机器学习任务中,在正式训练模型之前,我们一般会从原始数据中尽可能多的提取特征,作为模型的输入。
但是特征也不是越多越好,就像《赌神》里的戒指梗:高进在最近500盘赌局中偷鸡时喜欢摸戒指,让对手误以为发现了他的习惯:一摸戒指就要偷鸡,结果在比赛中上当了。摸戒指就是一个不好的特征,把它纳入模型中,反而会使模型变差。
本文介绍的Boruta算法就是一种特征选择方法,使用特征的重要性来选取特征。boruta_py是Boruta算法的python实现,类似于sklearn的扩展,用起来很方便。
Boruta的主要步骤如下:
1. 创建阴影特征 (shadow feature) : 对每个真实特征R,随机打乱顺序,得到阴影特征矩阵S,拼接到真实特征后面,构成新的特征矩阵N = [R, S].

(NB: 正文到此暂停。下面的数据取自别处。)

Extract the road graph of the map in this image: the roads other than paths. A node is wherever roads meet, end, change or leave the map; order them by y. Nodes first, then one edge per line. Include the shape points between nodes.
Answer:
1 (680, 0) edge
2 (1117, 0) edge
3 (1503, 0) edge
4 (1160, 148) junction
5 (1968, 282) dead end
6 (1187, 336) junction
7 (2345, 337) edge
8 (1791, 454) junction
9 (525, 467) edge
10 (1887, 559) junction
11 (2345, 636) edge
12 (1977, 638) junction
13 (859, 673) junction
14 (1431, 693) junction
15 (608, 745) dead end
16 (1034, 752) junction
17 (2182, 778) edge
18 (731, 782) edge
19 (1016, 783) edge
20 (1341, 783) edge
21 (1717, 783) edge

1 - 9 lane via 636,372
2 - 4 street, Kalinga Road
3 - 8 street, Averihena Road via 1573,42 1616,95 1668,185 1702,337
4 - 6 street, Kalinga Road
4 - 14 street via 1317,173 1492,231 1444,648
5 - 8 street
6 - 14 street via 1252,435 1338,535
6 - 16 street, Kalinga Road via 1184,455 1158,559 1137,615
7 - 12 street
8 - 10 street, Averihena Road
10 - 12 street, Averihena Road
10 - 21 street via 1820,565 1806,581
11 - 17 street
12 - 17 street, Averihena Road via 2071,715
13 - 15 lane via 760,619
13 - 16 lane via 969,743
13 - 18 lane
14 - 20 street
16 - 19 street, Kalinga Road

2. 用新的特征矩阵N作为输入,训练模型,能输出feature_importances_的模型,如RandomForest, lightgbm,xgboost都可以,得到真实特征和阴影特征的feature importances,
3. 取阴影特征feature importance的最大值S_max,真实特征中feature importance大于S_max的,记录一次命中。
4. 用(3)中记录的真实特征累计命中,标记特征重要或不重要。原论文中用Bonferroni校正作显著性检验,boruta_py认为Bonferroni校正太过保守,默认增加了FDR校正,用two_step参数可以切换两种检验方法。
5. 删除不重要的特征,重复1-4,直到所有特征都被标记。
训练结束后,boruta_py 还可以输出特征ranking_,表示特征的重要性等级,在特征选择中也是一个很有用的指标。
下面结合代码看一下两种检验的区别,boruta_py的特征检验在实现如下。
def _do_tests(self, dec_reg, hit_reg, _iter):
active_features = np.where(dec_reg >= 0)[0]
hits = hit_reg[active_features]
# get uncorrected p values based on hit_reg
to_accept_ps = sp.stats.binom.sf(hits - 1, _iter, .5).flatten()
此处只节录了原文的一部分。